Provided records:
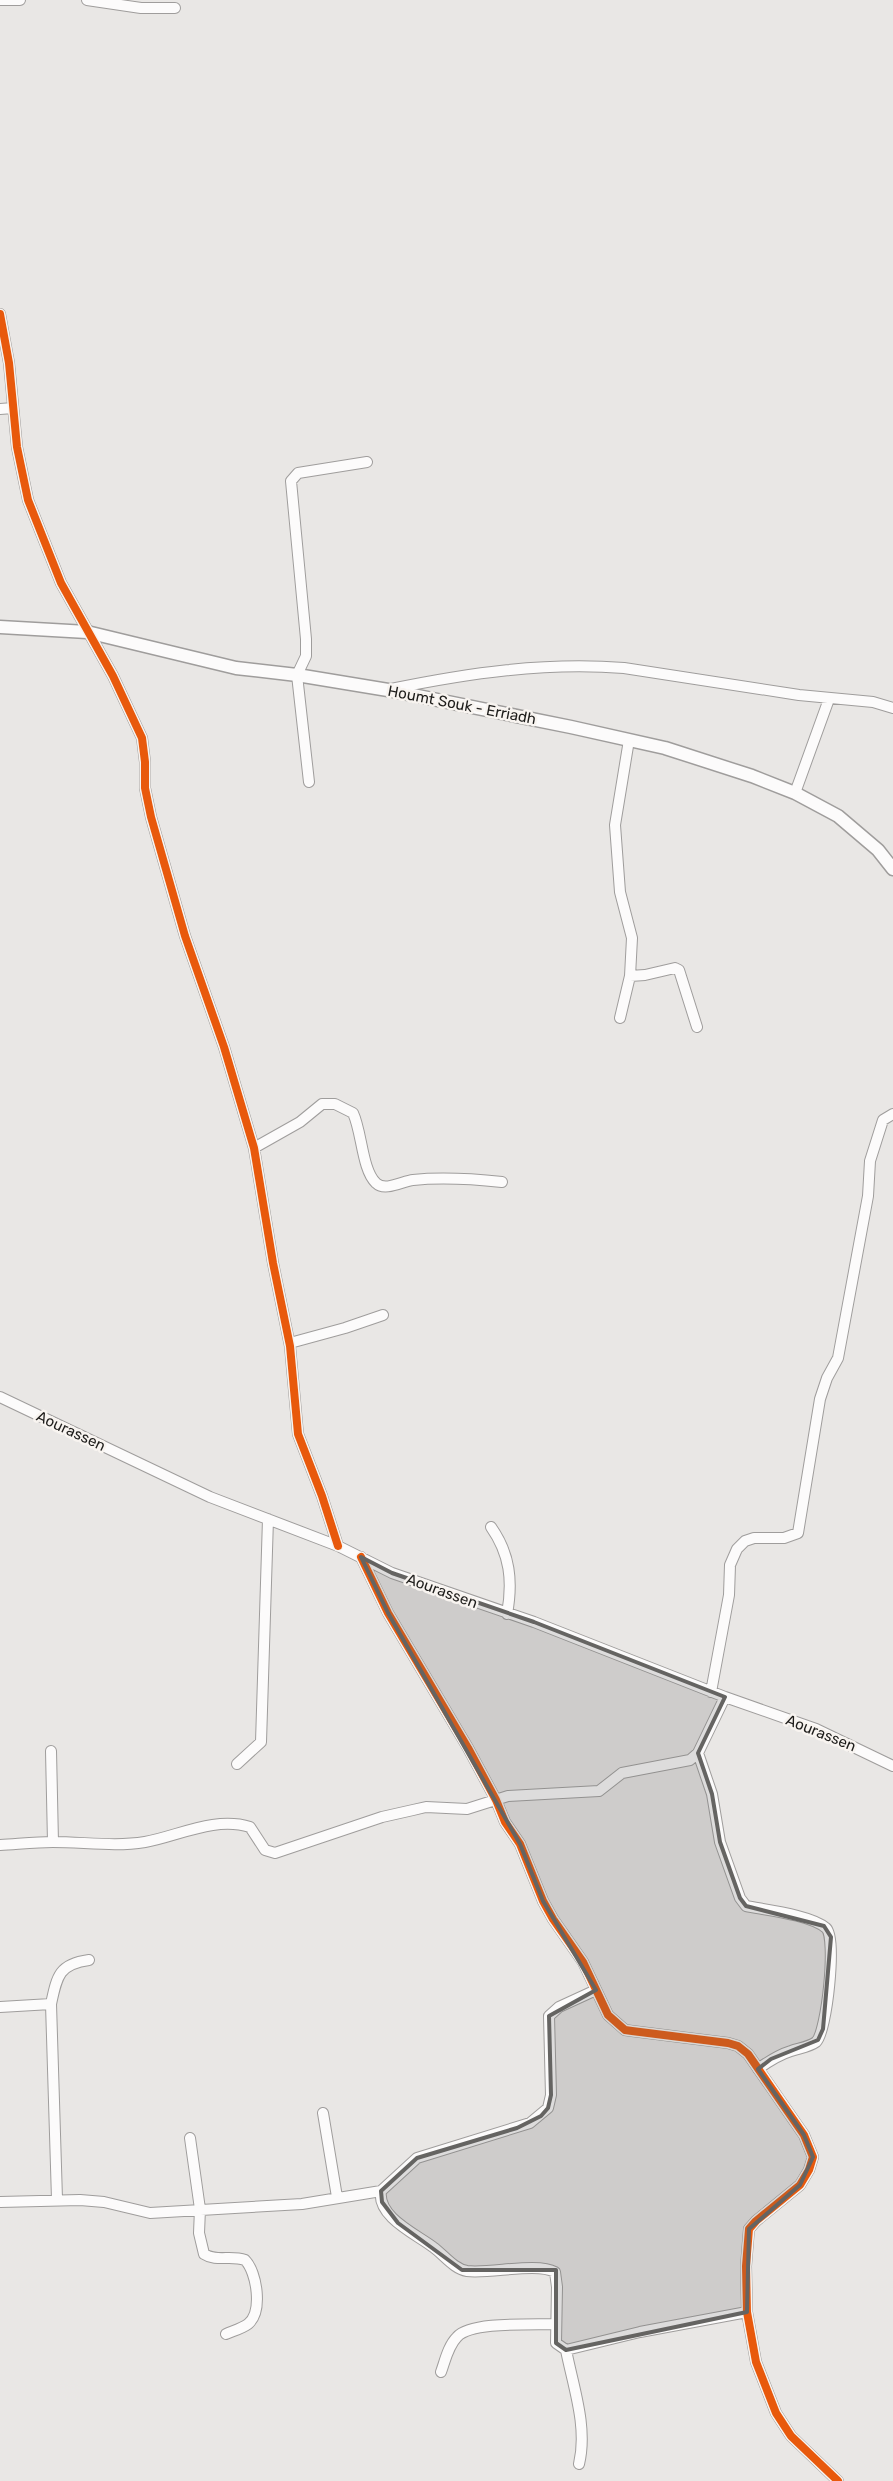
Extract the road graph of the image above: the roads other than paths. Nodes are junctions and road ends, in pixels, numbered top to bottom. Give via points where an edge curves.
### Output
1 (0, 0) edge
2 (20, 0) edge
3 (87, 0) edge
4 (175, 8) dead end
5 (0, 314) edge
6 (13, 408) junction
7 (0, 409) edge
8 (367, 462) dead end
9 (0, 627) edge
10 (87, 632) junction
11 (297, 675) junction
12 (388, 690) junction
13 (829, 698) junction
14 (893, 708) edge
15 (629, 740) junction
16 (309, 782) dead end
17 (795, 793) junction
18 (893, 869) edge
19 (630, 976) junction
20 (620, 1018) dead end
21 (697, 1026) dead end
22 (893, 1114) edge
23 (254, 1148) junction
24 (502, 1182) dead end
25 (382, 1315) dead end
26 (290, 1343) junction
27 (0, 1397) edge
28 (268, 1519) junction
29 (490, 1527) dead end
30 (338, 1546) junction
31 (360, 1557) junction
32 (507, 1614) junction
33 (711, 1692) junction
34 (725, 1697) junction
35 (51, 1751) dead end
36 (698, 1753) junction
37 (237, 1764) dead end
38 (893, 1766) edge
39 (496, 1800) junction
40 (53, 1842) junction
41 (0, 1845) edge
42 (89, 1960) dead end
43 (596, 1990) junction
44 (51, 2004) junction
45 (0, 2007) edge
46 (758, 2069) junction
47 (323, 2113) dead end
48 (190, 2138) dead end
49 (381, 2191) junction
50 (337, 2197) junction
51 (57, 2199) junction
52 (0, 2202) edge
53 (200, 2209) junction
54 (747, 2312) junction
55 (556, 2324) junction
56 (226, 2334) dead end
57 (566, 2350) junction
58 (441, 2372) dead end
59 (580, 2464) dead end
60 (838, 2481) edge

1 - 2 street
3 - 4 street via 141,8
5 - 6 street
6 - 7 street
6 - 10 street via 28,500 49,556
8 - 11 street via 298,473 293,477 291,488 306,648 306,656
9 - 10 street, Houmt Souk - Erriadh
10 - 11 street, Houmt Souk - Erriadh via 236,668
10 - 23 street via 113,676 142,738 145,788 151,817
11 - 12 street, Houmt Souk - Erriadh
11 - 16 street
12 - 13 street via 508,669 553,665 624,668
12 - 15 street, Houmt Souk - Erriadh
13 - 14 street via 850,698
13 - 17 street
15 - 17 street, Houmt Souk - Erriadh via 722,766
15 - 19 street via 615,825 620,892 632,938
17 - 18 street, Houmt Souk - Erriadh via 838,816 878,850
19 - 20 street
19 - 21 street via 679,970
22 - 33 street via 883,1120 870,1161 868,1196 851,1294 838,1358 820,1399 798,1533 784,1538 754,1538 736,1548 730,1565 729,1595
23 - 24 street via 328,1103 353,1113 368,1169 376,1183 382,1186 411,1180
23 - 26 street via 272,1263
25 - 26 street
26 - 30 street via 298,1434
27 - 28 street, Aourassen via 210,1497
28 - 30 street, Aourassen
28 - 37 street via 261,1742
29 - 32 street via 504,1547 508,1567 511,1593
30 - 31 street, Aourassen
31 - 32 street, Aourassen via 392,1573
31 - 39 street via 406,1646
32 - 33 street, Aourassen
33 - 34 street, Aourassen
34 - 36 street
34 - 38 street, Aourassen via 816,1729
35 - 40 street
36 - 39 street via 680,1763 622,1773 599,1791 508,1796
36 - 46 street via 712,1794 720,1842 740,1898 746,1906 793,1915 824,1926 831,1937 823,2029 818,2040 771,2059
39 - 40 street via 467,1809 426,1807 413,1810 275,1853 265,1850 250,1827 240,1824 205,1827 138,1842
39 - 43 street via 505,1822 520,1844 543,1901 583,1962
40 - 41 street
42 - 44 street via 70,1963 62,1971 55,1984
43 - 46 street via 608,2015 625,2030 738,2046
43 - 49 street via 559,2007 549,2016 551,2095 548,2108 541,2116 517,2128 418,2158
44 - 45 street
44 - 51 street
46 - 54 street via 804,2135 813,2157 800,2185 749,2229
47 - 50 street
48 - 53 street
49 - 50 street
49 - 55 street via 382,2202 398,2223 462,2270 540,2268 555,2272
50 - 53 street via 302,2204
51 - 52 street
51 - 53 street via 104,2202 150,2213
53 - 56 street via 199,2233 204,2254 210,2258 245,2260 253,2273 257,2307 254,2316 248,2324
54 - 57 street
54 - 60 street via 756,2362 776,2413 791,2436
55 - 57 street via 556,2343
55 - 58 street via 480,2328 464,2332 450,2347
57 - 59 street via 581,2427 583,2447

Task description: The exercise is to copy out every line above that has the word "Souk" in it.

Task response:
9 - 10 street, Houmt Souk - Erriadh
10 - 11 street, Houmt Souk - Erriadh via 236,668
11 - 12 street, Houmt Souk - Erriadh
12 - 15 street, Houmt Souk - Erriadh
15 - 17 street, Houmt Souk - Erriadh via 722,766
17 - 18 street, Houmt Souk - Erriadh via 838,816 878,850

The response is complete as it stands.